» Activity: Leaving out every picture, copy the lines of the data exactly, from the first through the line containing "ring dip: (1116, 972)".
---------- Records for this exercise
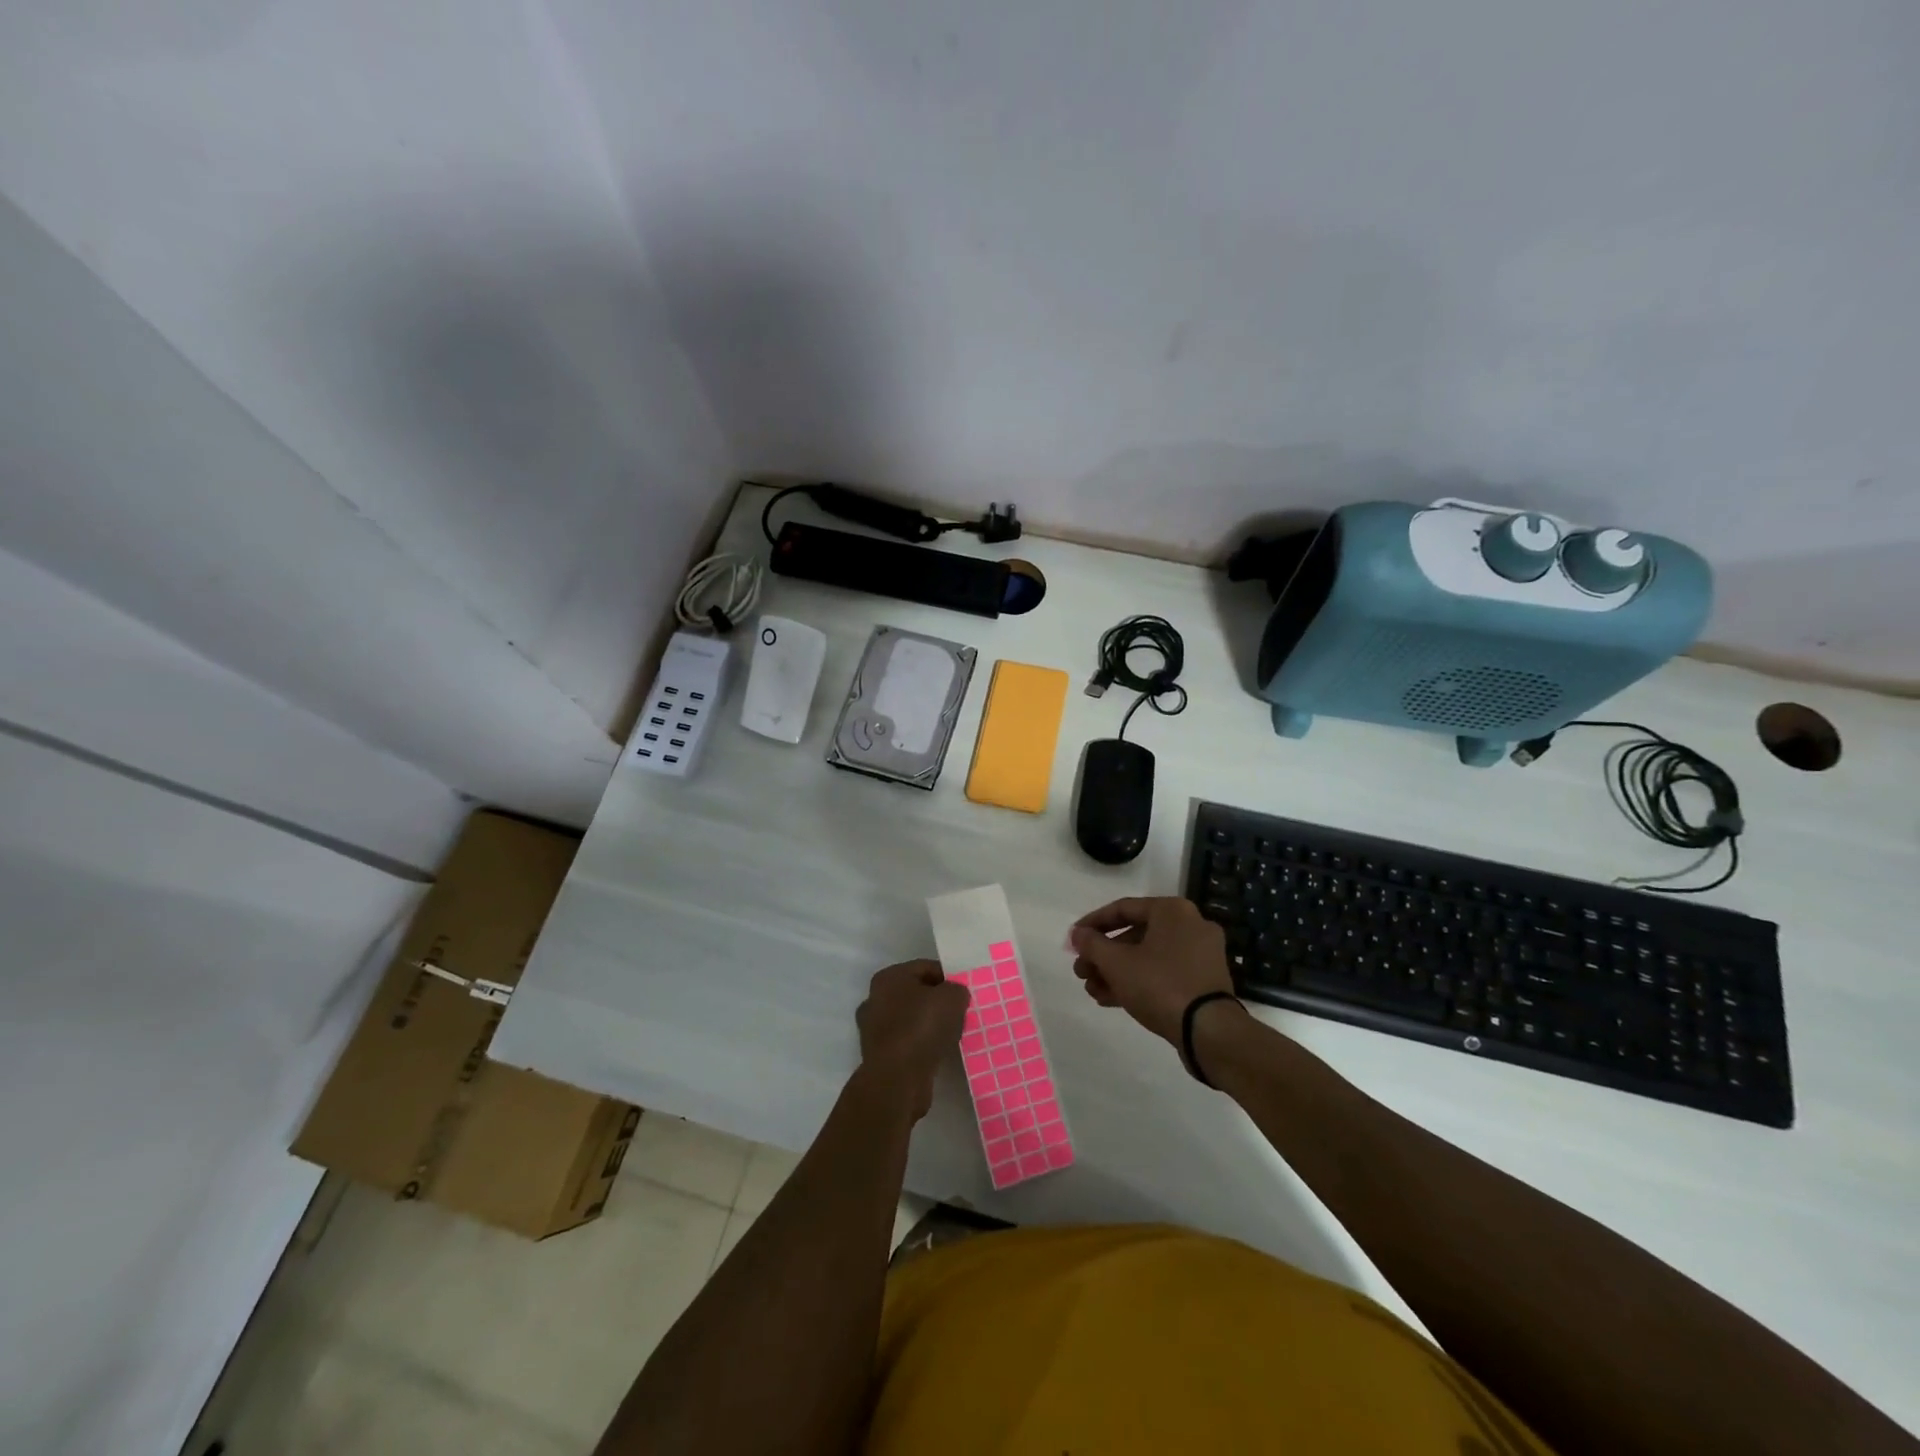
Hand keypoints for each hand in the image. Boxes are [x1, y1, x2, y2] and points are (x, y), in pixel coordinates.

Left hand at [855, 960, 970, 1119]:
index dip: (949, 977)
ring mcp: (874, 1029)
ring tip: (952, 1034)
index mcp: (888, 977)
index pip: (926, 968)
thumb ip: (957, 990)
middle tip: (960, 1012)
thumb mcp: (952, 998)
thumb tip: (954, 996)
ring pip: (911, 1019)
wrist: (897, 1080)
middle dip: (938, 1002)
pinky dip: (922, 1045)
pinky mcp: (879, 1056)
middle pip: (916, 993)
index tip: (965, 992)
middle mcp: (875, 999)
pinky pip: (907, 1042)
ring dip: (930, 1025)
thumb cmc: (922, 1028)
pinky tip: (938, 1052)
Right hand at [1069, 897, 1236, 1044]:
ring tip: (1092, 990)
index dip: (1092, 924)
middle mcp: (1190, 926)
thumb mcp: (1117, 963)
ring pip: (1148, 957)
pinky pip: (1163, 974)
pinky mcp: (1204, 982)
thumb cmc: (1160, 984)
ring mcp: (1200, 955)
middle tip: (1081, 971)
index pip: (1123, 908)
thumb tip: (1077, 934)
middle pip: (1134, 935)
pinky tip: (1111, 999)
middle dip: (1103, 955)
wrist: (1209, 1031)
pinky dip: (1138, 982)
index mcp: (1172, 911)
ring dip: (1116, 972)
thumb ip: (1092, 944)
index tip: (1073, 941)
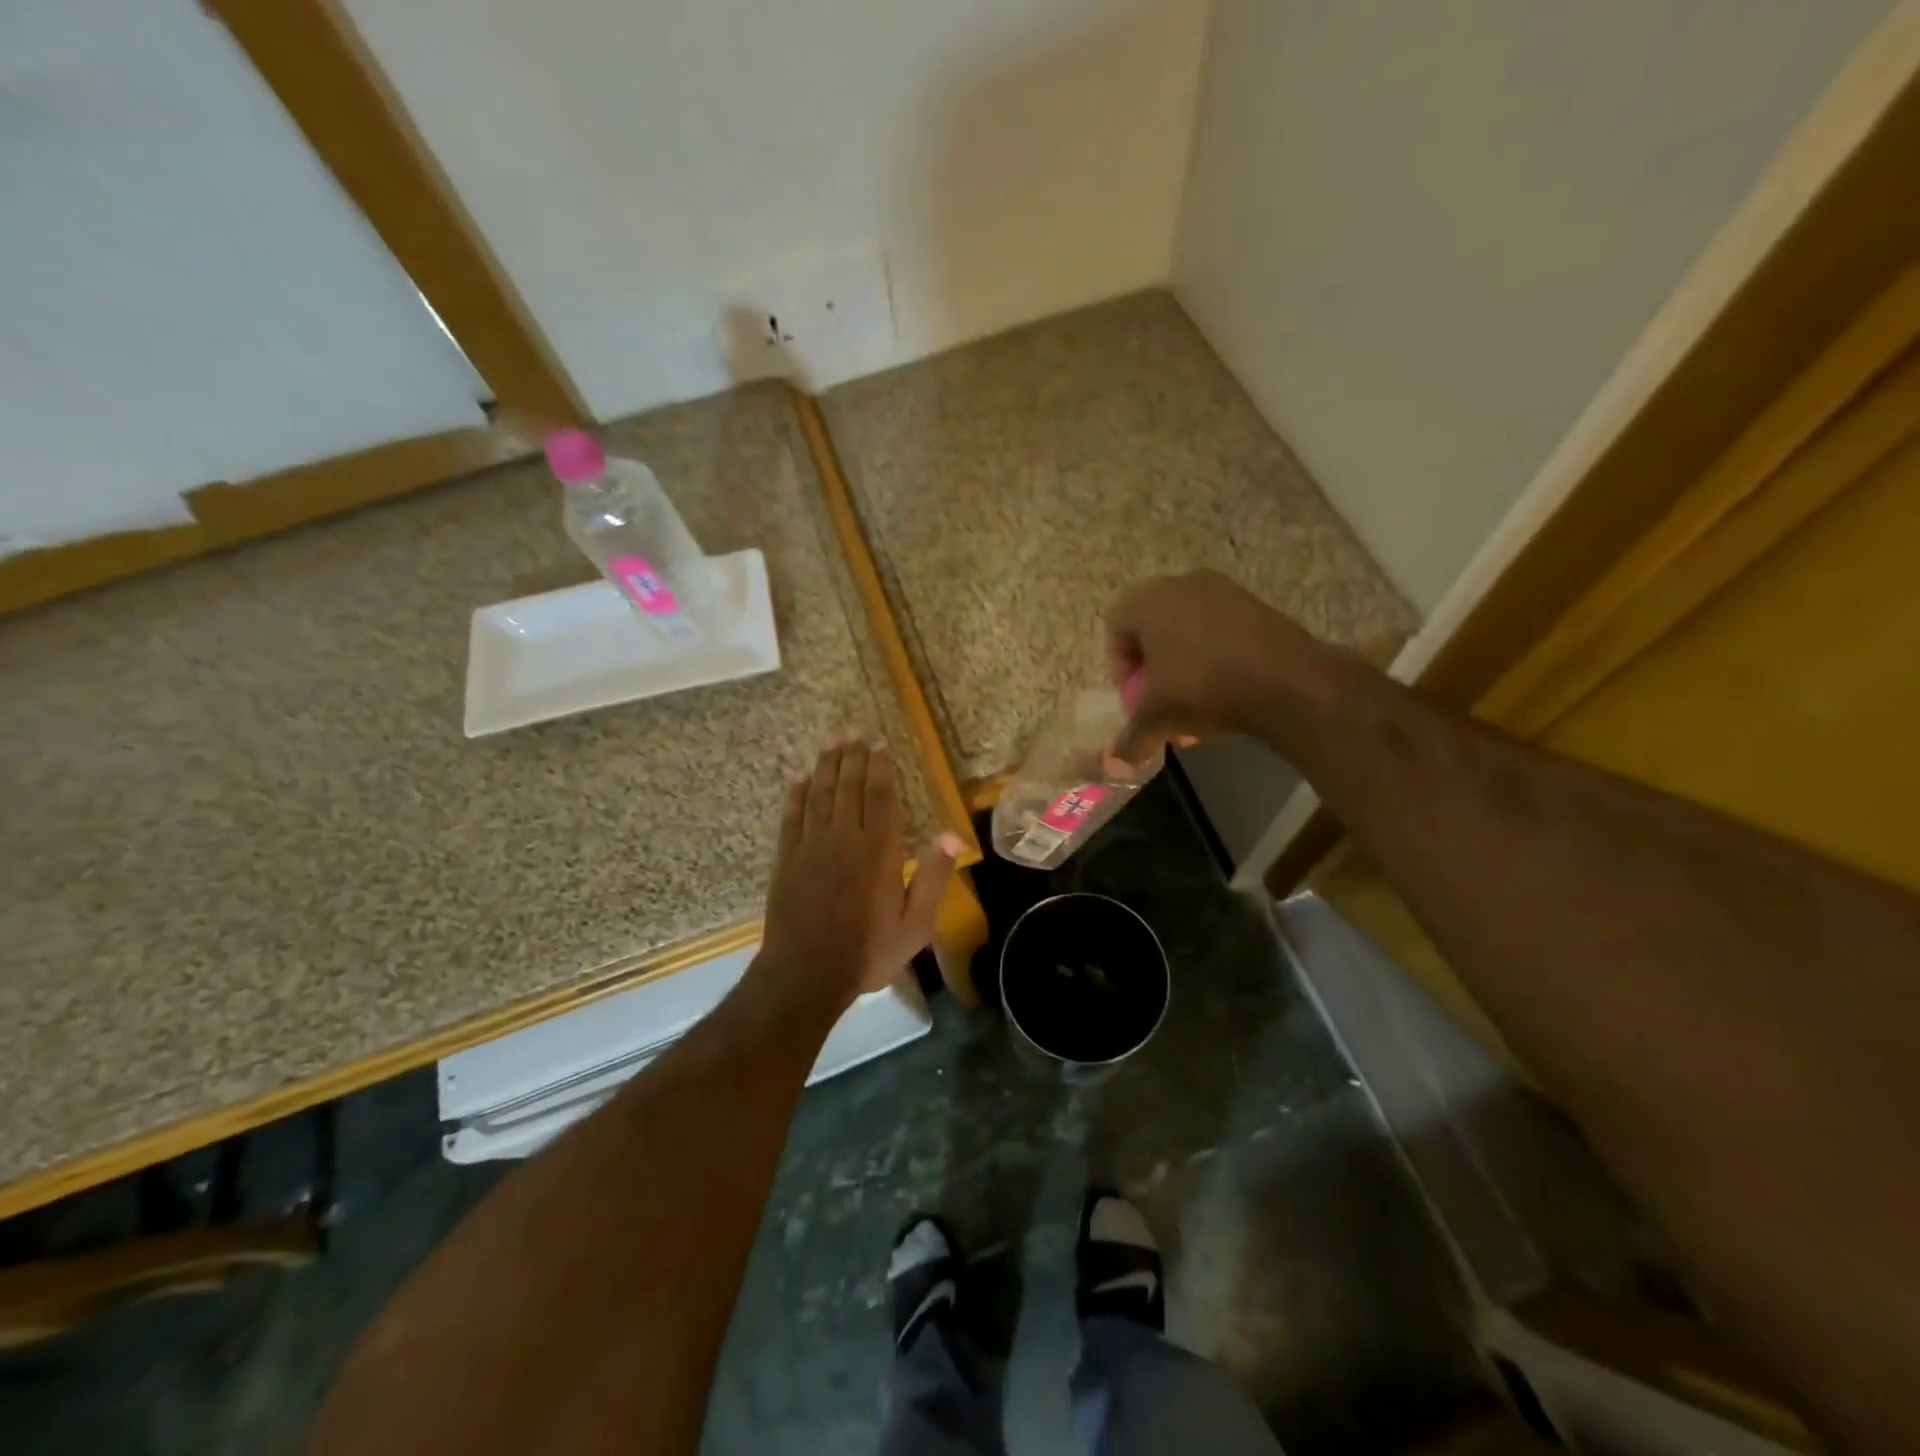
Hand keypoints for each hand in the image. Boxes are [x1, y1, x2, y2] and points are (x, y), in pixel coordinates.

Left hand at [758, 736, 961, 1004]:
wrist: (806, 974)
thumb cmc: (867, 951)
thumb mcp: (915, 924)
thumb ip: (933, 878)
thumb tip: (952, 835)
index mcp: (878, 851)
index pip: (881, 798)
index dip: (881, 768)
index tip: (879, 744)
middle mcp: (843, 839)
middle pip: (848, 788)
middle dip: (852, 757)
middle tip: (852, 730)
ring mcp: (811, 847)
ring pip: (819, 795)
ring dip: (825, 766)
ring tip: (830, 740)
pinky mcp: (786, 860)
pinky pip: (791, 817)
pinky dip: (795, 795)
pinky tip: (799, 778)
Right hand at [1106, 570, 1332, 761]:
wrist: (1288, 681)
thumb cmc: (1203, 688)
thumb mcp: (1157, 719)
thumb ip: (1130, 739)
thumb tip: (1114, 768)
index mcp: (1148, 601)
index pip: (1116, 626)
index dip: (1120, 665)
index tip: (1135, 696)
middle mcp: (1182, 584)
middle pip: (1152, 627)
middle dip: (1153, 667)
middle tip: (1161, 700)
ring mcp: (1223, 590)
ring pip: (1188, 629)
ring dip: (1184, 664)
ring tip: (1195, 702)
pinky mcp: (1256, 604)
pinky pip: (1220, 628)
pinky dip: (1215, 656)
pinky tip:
--------------------
» Result of the exercise:
Hand keypoints for each hand in the image. Boxes are [x1, y1, x2, y2] and points are (x, y), in pixel coordinates.

Left hand at [855, 960, 970, 1119]:
index dip: (949, 977)
ring mcp: (874, 1029)
ring tip: (952, 1034)
index mcp: (888, 977)
index pip: (926, 968)
thumb ip: (957, 990)
middle tip: (960, 1012)
thumb mcp: (952, 998)
thumb tip: (954, 996)
ring pip: (911, 1019)
wrist: (897, 1080)
middle dip: (938, 1002)
pinky dip: (922, 1045)
pinky mcp: (879, 1056)
middle pip: (916, 993)
index tip: (965, 992)
middle mcp: (875, 999)
pinky pip: (907, 1042)
ring dip: (930, 1025)
thumb cmc: (922, 1028)
pinky tip: (938, 1052)
Right hand at [1069, 897, 1236, 1044]:
ring tip: (1092, 990)
index dip: (1092, 924)
middle mcp: (1190, 926)
thumb mcp: (1117, 963)
ring pip: (1148, 957)
pinky pip: (1163, 974)
pinky mcp: (1204, 982)
thumb cmc: (1160, 984)
ring mcp: (1200, 955)
middle tip: (1081, 971)
index pip: (1123, 908)
thumb tip: (1077, 934)
middle pip: (1134, 935)
pinky tip: (1111, 999)
middle dip: (1103, 955)
wrist: (1209, 1031)
pinky dip: (1138, 982)
index mcp: (1172, 911)
ring dip: (1116, 972)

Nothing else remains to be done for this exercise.